Members at James Campbell High highlight Rosenlee’s impact, accomplishments

Member educators at James Campbell High School in Ewa Beach pay tribute to HSTA President Corey Rosenlee, who taught social studies there for nine years before taking the helm of HSTA. His colleagues reflect on his impact as a leader at the school and across the state.

Christine Russo, science teacher and former HSTA teacher lobbyist:

“Long before Corey was elected president of the Hawaii State Teachers Association, he was out in front of issues facing our keiki and teachers. Prior to becoming a certified teacher, I worked as a substitute teacher and often subbed at Campbell High. I recognized Corey immediately from seeing him regularly on the local news, fighting for such issues as cooling our classrooms. When I was hired full-time, I experienced first-hand the challenges of teaching in a sweltering hot classroom. My students fought over fans, or were too drained to keep their heads up for the day’s lesson. Eight years later, we’ve made great progress in cooling classrooms across the state, including 100-percent of our classrooms at JCHS. This is most certainly a result of Corey’s advocacy in bringing this issue to the attention of policymakers.

After being elected HSTA president in 2015, Corey continued to fiercely advocate for students and teachers. In 2017, he led a march to the state Capitol, where thousands of teachers filled the Capitol rotunda in a sea of red demanding competitive pay. Shortly thereafter, HSTA negotiated the 2017–21 contract, which included a nearly 14-percent pay hike over four years.

Over the next several years, Corey continued to advocate for increased funding and support for public education and educators, including a multifaceted, solution-oriented approach to end Hawaii’s teacher shortage crisis. This HSTA initiative started to make promising gains for educators until the coronavirus pandemic triggered a statewide lockdown in March 2020.

Though the pandemic caused chaos and confusion, Corey kept us updated and informed through public live streams of briefings and news conferences. He explained our ever-changing working conditions and the steps HSTA took to ensure the safety and well-being of our teachers and keiki.

As the pandemic progressed and economic fallout ensued, Corey fiercely fought against proposed furloughs and pay cuts that would have further eroded our teacher workforce and deepened the teacher shortage crisis in our state. Corey’s leadership allowed our union to accomplish great things. He inspires teachers and moves us to action.

Corey, we at James Campbell High School, and schools across the state, thank you for all you have done for us over the past six years. While we are sorry to see you go, we can’t wait to see what you’ll accomplish next. For now, we look forward to seeing you back in action in the classroom here as JCHS.”

Kim Virtudazo, freshman ELA teacher and Freshman Success Academy lead:

“Corey changed HSTA and brought back pride in being in this union. For the years he was president, and even before that, Corey fought for teachers and students.”
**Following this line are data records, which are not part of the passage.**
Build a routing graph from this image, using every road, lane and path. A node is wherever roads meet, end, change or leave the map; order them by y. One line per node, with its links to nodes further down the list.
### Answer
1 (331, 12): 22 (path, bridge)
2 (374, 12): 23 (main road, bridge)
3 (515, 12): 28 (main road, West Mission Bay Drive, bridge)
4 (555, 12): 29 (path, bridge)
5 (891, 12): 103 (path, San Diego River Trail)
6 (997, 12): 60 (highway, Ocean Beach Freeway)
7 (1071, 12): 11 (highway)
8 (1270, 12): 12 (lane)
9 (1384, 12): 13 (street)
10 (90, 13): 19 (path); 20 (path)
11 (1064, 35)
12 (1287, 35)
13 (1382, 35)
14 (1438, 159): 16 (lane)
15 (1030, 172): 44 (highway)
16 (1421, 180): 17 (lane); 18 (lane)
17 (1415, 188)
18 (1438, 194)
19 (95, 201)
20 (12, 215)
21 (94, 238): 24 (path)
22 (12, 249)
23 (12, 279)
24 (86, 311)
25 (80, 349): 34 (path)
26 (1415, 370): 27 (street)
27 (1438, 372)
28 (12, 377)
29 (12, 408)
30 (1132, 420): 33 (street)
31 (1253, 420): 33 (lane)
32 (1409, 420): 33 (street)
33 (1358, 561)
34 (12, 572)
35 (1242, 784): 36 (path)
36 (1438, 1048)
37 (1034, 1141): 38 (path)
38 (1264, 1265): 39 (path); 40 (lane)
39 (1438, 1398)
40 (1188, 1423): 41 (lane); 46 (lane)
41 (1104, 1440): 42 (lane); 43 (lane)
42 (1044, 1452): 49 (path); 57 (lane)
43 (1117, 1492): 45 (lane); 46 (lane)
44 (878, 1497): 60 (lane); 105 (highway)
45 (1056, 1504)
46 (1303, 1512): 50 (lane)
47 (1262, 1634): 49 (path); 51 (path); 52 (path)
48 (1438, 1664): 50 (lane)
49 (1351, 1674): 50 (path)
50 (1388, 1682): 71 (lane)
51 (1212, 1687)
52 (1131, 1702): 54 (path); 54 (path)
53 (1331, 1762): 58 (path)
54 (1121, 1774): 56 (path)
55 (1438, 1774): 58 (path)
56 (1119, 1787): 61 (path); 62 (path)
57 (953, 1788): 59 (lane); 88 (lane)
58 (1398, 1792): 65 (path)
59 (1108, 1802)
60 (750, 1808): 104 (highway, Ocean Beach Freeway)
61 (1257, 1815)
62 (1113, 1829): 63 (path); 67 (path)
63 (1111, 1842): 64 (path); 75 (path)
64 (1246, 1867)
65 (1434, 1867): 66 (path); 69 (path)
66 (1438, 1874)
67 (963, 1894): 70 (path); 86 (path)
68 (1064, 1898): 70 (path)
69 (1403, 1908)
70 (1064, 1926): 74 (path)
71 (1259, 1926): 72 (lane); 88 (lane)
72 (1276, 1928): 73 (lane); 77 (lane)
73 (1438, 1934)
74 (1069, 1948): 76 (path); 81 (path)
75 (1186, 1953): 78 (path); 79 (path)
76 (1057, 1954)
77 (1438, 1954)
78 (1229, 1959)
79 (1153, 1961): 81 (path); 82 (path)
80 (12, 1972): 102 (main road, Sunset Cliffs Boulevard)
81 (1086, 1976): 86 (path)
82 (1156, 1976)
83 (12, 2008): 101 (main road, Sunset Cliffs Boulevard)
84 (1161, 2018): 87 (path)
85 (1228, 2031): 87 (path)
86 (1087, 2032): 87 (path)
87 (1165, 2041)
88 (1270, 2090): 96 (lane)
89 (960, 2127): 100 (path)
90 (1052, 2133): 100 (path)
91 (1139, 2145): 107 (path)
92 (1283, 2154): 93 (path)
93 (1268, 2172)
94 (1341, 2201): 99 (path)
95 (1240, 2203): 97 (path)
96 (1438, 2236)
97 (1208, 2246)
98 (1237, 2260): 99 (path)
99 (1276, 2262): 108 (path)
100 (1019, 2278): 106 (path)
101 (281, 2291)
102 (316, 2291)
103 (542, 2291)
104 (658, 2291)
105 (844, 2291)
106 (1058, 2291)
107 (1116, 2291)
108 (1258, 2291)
Dr. Rick Yamashiro and Eleyne Fia, college and career counselors:

“Corey, thank you for taking care of us throughout all these years! Over the last year and a half [during the pandemic], you not only made sure we teachers and students were safe and remembered, you also took care of our families as well. Your fight and dedication won’t be forgotten!”

Anthony McCurdy, photography teacher and Creative Media Academy lead:

“I had the pleasure of working with Corey Rosenlee through HSTA and spent my entire time teaching here in Hawaii with him as our president. I always felt that Corey had the best interests of teachers, students, and our communities at heart, and I greatly appreciate the hard work and time he spent toiling on our behalf. Corey was also incredibly welcoming and open to new ideas or discussions. I’m sorry I didn’t get a chance to spend time with him here at Campbell as a teacher, because I think he would have been fun to work with as a colleague. Since I am leaving Hawaii, I will miss having Corey as a leader (though I know HSTA is in good hands with Osa at the helm) and I wish Corey the very best in whatever he does in the future!”